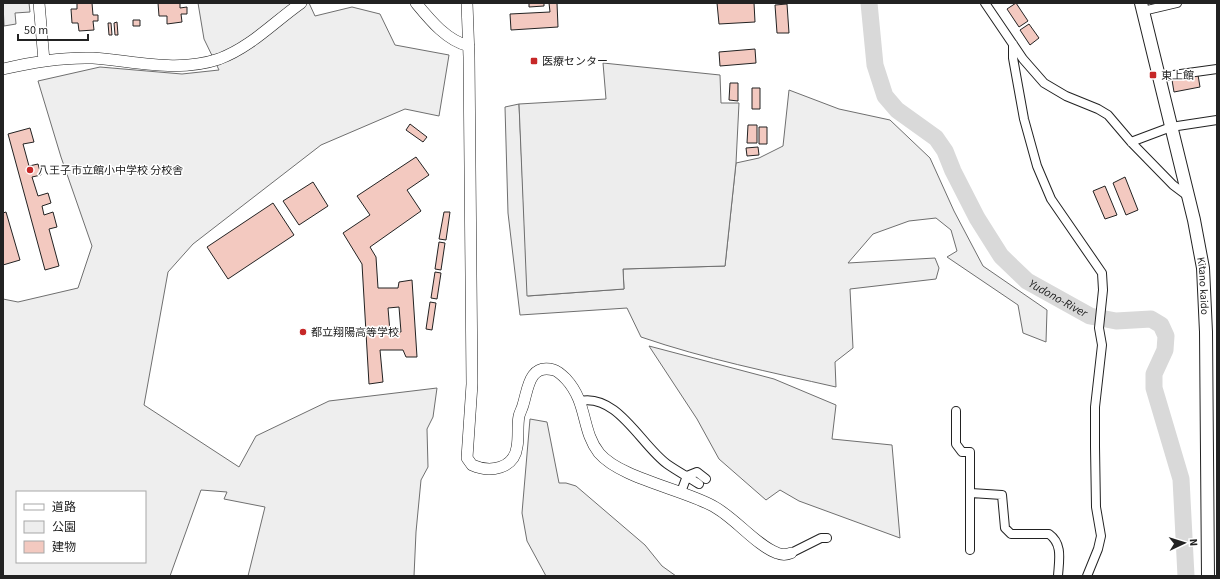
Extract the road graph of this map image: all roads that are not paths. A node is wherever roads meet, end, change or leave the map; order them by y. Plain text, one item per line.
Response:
1 (40, 3) edge
2 (301, 3) edge
3 (416, 3) edge
4 (467, 3) edge
5 (1177, 3) edge
6 (988, 4) edge
7 (1142, 7) edge
8 (1013, 44) junction
9 (469, 46) junction
10 (44, 61) junction
11 (3, 69) edge
12 (1217, 69) edge
13 (1159, 77) junction
14 (1217, 120) edge
15 (1171, 127) junction
16 (1131, 142) junction
17 (1189, 197) junction
18 (580, 401) junction
19 (956, 411) dead end
20 (687, 476) junction
21 (703, 481) dead end
22 (681, 492) junction
23 (971, 493) junction
24 (826, 538) dead end
25 (970, 550) dead end
26 (791, 553) joint
27 (1058, 576) edge
28 (1087, 576) edge
29 (1208, 576) edge

1 - 10 street
2 - 10 street
3 - 9 street
4 - 9 street
5 - 7 street
6 - 8 street
7 - 13 main road, Kitano kaido
8 - 16 street
8 - 28 street
9 - 18 street
10 - 11 street
12 - 13 street
13 - 15 main road, Kitano kaido
14 - 15 street
15 - 16 street
15 - 17 main road, Kitano kaido
16 - 17 street
17 - 29 main road, Kitano kaido
18 - 20 street
18 - 22 street
19 - 23 street
20 - 21 street
20 - 22 street
22 - 26 street
23 - 25 street
23 - 27 street
24 - 26 street

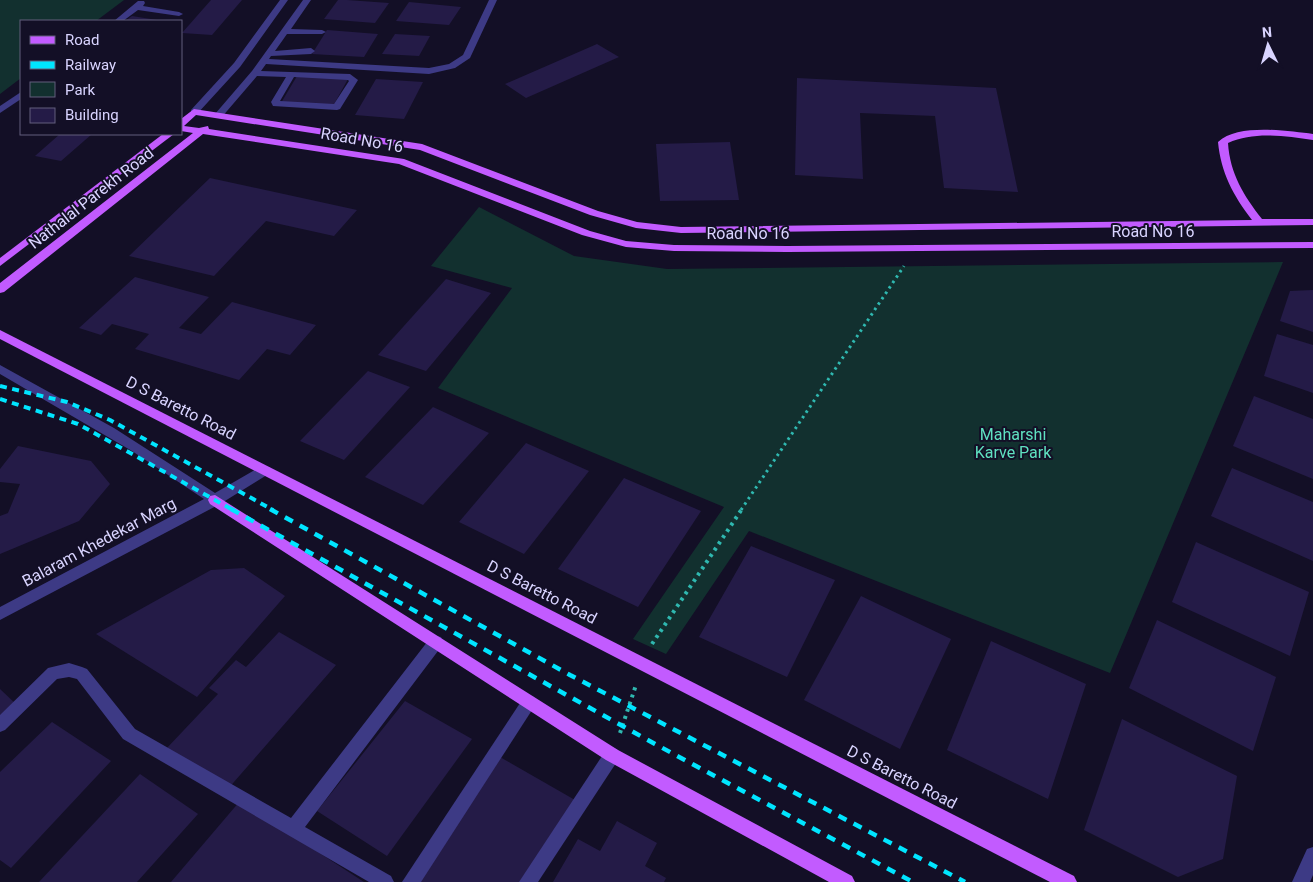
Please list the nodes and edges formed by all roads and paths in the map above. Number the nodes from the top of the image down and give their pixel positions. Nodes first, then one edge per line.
1 (144, 0) edge
2 (284, 0) edge
3 (307, 0) edge
4 (494, 0) edge
5 (136, 7) junction
6 (179, 14) dead end
7 (119, 20) edge
8 (285, 31) junction
9 (265, 58) junction
10 (255, 73) junction
11 (292, 74) junction
12 (20, 96) edge
13 (0, 110) edge
14 (194, 112) junction
15 (218, 116) junction
16 (182, 123) edge
17 (182, 128) edge
18 (201, 131) junction
19 (168, 135) edge
20 (1313, 137) edge
21 (1260, 222) junction
22 (1313, 222) edge
23 (751, 230) junction
24 (1313, 245) edge
25 (917, 247) junction
26 (755, 248) junction
27 (0, 263) edge
28 (0, 289) edge
29 (0, 334) edge
30 (0, 369) edge
31 (265, 470) junction
32 (215, 500) junction
33 (0, 614) edge
34 (436, 642) junction
35 (643, 664) junction
36 (529, 702) junction
37 (0, 725) edge
38 (612, 755) junction
39 (293, 829) junction
40 (1313, 855) edge
41 (385, 882) edge
42 (411, 882) edge
43 (528, 882) edge
44 (846, 882) edge
45 (1068, 882) edge
46 (1301, 882) edge

1 - 5 street
2 - 14 street
3 - 8 street
4 - 9 street
5 - 6 street
5 - 7 street
8 - 9 street
8 - 9 street
9 - 10 street
10 - 11 street
10 - 15 street
11 - 11 street
12 - 13 street
14 - 15 main road
14 - 16 main road
15 - 18 main road, Nathalal Parekh Road
15 - 23 main road, Road No 16
17 - 18 main road, Road No 16
18 - 26 main road, Road No 16
18 - 28 main road, Nathalal Parekh Road
19 - 27 main road, Nathalal Parekh Road
20 - 21 main road
21 - 22 main road, Road No 16
21 - 23 main road, Road No 16
23 - 26 main road
24 - 25 main road, Road No 16
25 - 26 main road, Road No 16
25 - 35 path
29 - 31 main road, D S Baretto Road
30 - 32 street
31 - 32 street, Balaram Khedekar Marg
31 - 35 main road, D S Baretto Road
32 - 33 street, Balaram Khedekar Marg
32 - 34 main road
34 - 36 main road
34 - 39 street
35 - 38 path
35 - 45 main road, D S Baretto Road
36 - 38 main road
36 - 42 street
37 - 39 street
38 - 43 street
38 - 44 main road
39 - 41 street
40 - 46 street

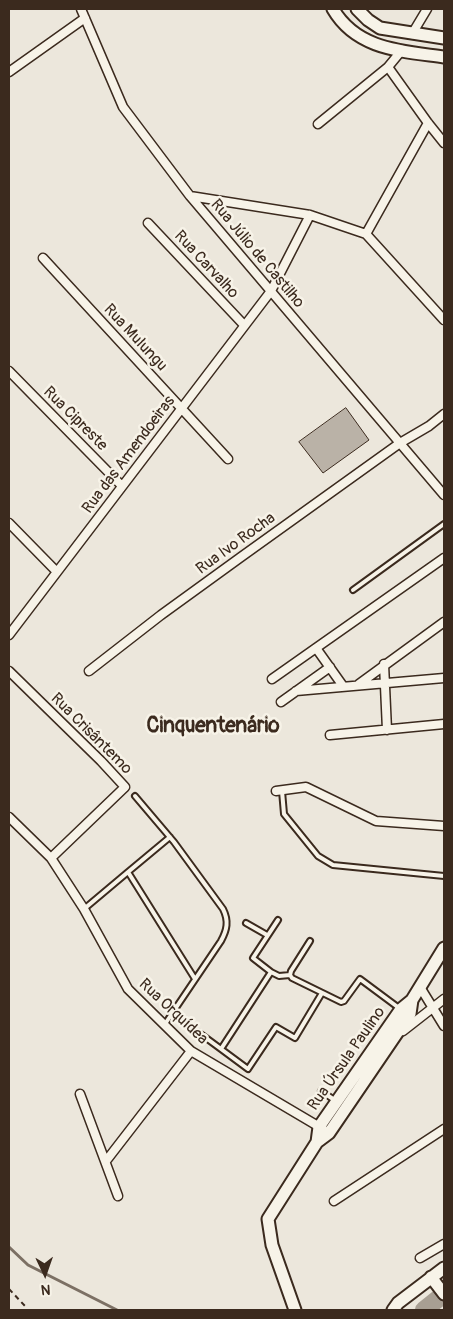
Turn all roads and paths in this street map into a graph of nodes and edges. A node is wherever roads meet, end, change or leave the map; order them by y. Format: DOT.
graph roads {
  1 [pos="81,9"];
  2 [pos="333,9"];
  3 [pos="357,9"];
  4 [pos="427,9"];
  5 [pos="85,18"];
  6 [pos="412,34"];
  7 [pos="444,38"];
  8 [pos="402,50"];
  9 [pos="444,57"];
  10 [pos="388,67"];
  11 [pos="9,72"];
  12 [pos="428,123"];
  13 [pos="318,124"];
  14 [pos="444,143"];
  15 [pos="190,196"];
  16 [pos="310,215"];
  17 [pos="148,223"];
  18 [pos="366,234"];
  19 [pos="43,258"];
  20 [pos="271,291"];
  21 [pos="444,320"];
  22 [pos="244,325"];
  23 [pos="9,371"];
  24 [pos="182,409"];
  25 [pos="444,414"];
  26 [pos="400,443"];
  27 [pos="228,458"];
  28 [pos="122,486"];
  29 [pos="444,495"];
  30 [pos="9,523"];
  31 [pos="444,524"];
  32 [pos="444,558"];
  33 [pos="57,572"];
  34 [pos="353,590"];
  35 [pos="444,622"];
  36 [pos="9,635"];
  37 [pos="316,648"];
  38 [pos="384,664"];
  39 [pos="330,668"];
  40 [pos="9,671"];
  41 [pos="89,671"];
  42 [pos="444,678"];
  43 [pos="272,679"];
  44 [pos="385,682"];
  45 [pos="358,685"];
  46 [pos="343,686"];
  47 [pos="296,691"];
  48 [pos="281,702"];
  49 [pos="444,724"];
  50 [pos="387,730"];
  51 [pos="330,735"];
  52 [pos="279,791"];
  53 [pos="135,796"];
  54 [pos="9,817"];
  55 [pos="444,826"];
  56 [pos="170,837"];
  57 [pos="51,858"];
  58 [pos="128,872"];
  59 [pos="444,876"];
  60 [pos="84,909"];
  61 [pos="278,920"];
  62 [pos="246,923"];
  63 [pos="267,935"];
  64 [pos="310,941"];
  65 [pos="444,948"];
  66 [pos="272,972"];
  67 [pos="290,975"];
  68 [pos="195,980"];
  69 [pos="420,987"];
  70 [pos="322,992"];
  71 [pos="444,999"];
  72 [pos="432,1008"];
  73 [pos="405,1011"];
  74 [pos="183,1021"];
  75 [pos="164,1025"];
  76 [pos="444,1026"];
  77 [pos="392,1040"];
  78 [pos="221,1049"];
  79 [pos="191,1051"];
  80 [pos="321,1091"];
  81 [pos="80,1094"];
  82 [pos="336,1101"];
  83 [pos="444,1129"];
  84 [pos="324,1130"];
  85 [pos="106,1161"];
  86 [pos="118,1196"];
  87 [pos="334,1201"];
  88 [pos="444,1244"];
  89 [pos="420,1258"];
  90 [pos="444,1268"];
  91 [pos="432,1278"];
  92 [pos="9,1289"];
  93 [pos="444,1294"];
  94 [pos="25,1306"];
  95 [pos="295,1310"];
  96 [pos="393,1310"];
  1 -- 5 [label="street, Rua Júlio de Castilho"];
  2 -- 8 [label="street"];
  3 -- 6 [label="street"];
  4 -- 6 [label="street"];
  5 -- 11 [label="street"];
  5 -- 15 [label="street, Rua Júlio de Castilho"];
  6 -- 7 [label="street"];
  8 -- 9 [label="street"];
  8 -- 10 [label="street"];
  10 -- 12 [label="street"];
  10 -- 13 [label="street"];
  12 -- 14 [label="street"];
  12 -- 18 [label="street"];
  15 -- 16 [label="street"];
  15 -- 20 [label="street, Rua Júlio de Castilho"];
  16 -- 18 [label="street"];
  16 -- 20 [label="street, Rua das Amendoeiras"];
  17 -- 22 [label="street, Rua Carvalho"];
  18 -- 21 [label="street"];
  19 -- 24 [label="street, Rua Mulungu"];
  20 -- 22 [label="street, Rua das Amendoeiras"];
  20 -- 26 [label="street, Rua Júlio de Castilho"];
  22 -- 24 [label="street, Rua das Amendoeiras"];
  23 -- 28 [label="street, Rua Cipreste"];
  24 -- 27 [label="street, Rua Mulungu"];
  24 -- 28 [label="street, Rua das Amendoeiras"];
  25 -- 26 [label="street, Rua Ivo Rocha"];
  26 -- 29 [label="street, Rua Júlio de Castilho"];
  26 -- 41 [label="street, Rua Ivo Rocha"];
  28 -- 33 [label="street, Rua das Amendoeiras"];
  30 -- 33 [label="street"];
  31 -- 34 [label="lane"];
  32 -- 37 [label="street"];
  33 -- 36 [label="street, Rua das Amendoeiras"];
  35 -- 38 [label="street"];
  37 -- 39 [label="street"];
  37 -- 43 [label="street"];
  38 -- 44 [label="street"];
  38 -- 45 [label="street"];
  39 -- 46 [label="street"];
  39 -- 47 [label="street"];
  40 -- 57 [label="street, Rua Crisântemo"];
  42 -- 44 [label="street"];
  44 -- 45 [label="street"];
  44 -- 50 [label="street"];
  45 -- 46 [label="street"];
  46 -- 47 [label="street"];
  47 -- 48 [label="street"];
  49 -- 50 [label="street"];
  50 -- 51 [label="street"];
  52 -- 55 [label="street"];
  52 -- 59 [label="lane"];
  53 -- 56 [label="lane"];
  54 -- 57 [label="street, Rua Orquídea"];
  56 -- 58 [label="lane"];
  56 -- 68 [label="lane"];
  57 -- 60 [label="street, Rua Orquídea"];
  58 -- 60 [label="lane"];
  58 -- 68 [label="lane"];
  60 -- 75 [label="street, Rua Orquídea"];
  61 -- 63 [label="lane"];
  62 -- 63 [label="lane"];
  63 -- 66 [label="lane"];
  64 -- 67 [label="lane"];
  65 -- 69 [label="street, Rua Úrsula Paulino"];
  66 -- 67 [label="lane"];
  66 -- 78 [label="lane"];
  67 -- 70 [label="lane"];
  68 -- 75 [label="lane"];
  69 -- 72 [label="street"];
  69 -- 73 [label="street, Rua Úrsula Paulino"];
  70 -- 73 [label="lane"];
  70 -- 78 [label="lane"];
  71 -- 72 [label="street"];
  72 -- 76 [label="street"];
  72 -- 77 [label="street"];
  73 -- 77 [label="street, Rua Úrsula Paulino"];
  73 -- 82 [label="street, Rua Úrsula Paulino"];
  74 -- 78 [label="lane"];
  75 -- 79 [label="street, Rua Orquídea"];
  77 -- 84 [label="street, Rua Úrsula Paulino"];
  79 -- 84 [label="street, Rua Orquídea"];
  79 -- 85 [label="street"];
  80 -- 82 [label="lane"];
  81 -- 85 [label="street"];
  82 -- 84 [label="street, Rua Úrsula Paulino"];
  83 -- 87 [label="street"];
  84 -- 95 [label="street, Rua Úrsula Paulino"];
  85 -- 86 [label="street"];
  88 -- 89 [label="street"];
  90 -- 91 [label="street"];
  91 -- 93 [label="street"];
  91 -- 96 [label="street"];
  92 -- 94 [label="path"];
}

> **Work request**: Filtering the entries above by the word "Nathalal", copy each line that matches.

> **Written reply**:
15 - 18 main road, Nathalal Parekh Road
18 - 28 main road, Nathalal Parekh Road
19 - 27 main road, Nathalal Parekh Road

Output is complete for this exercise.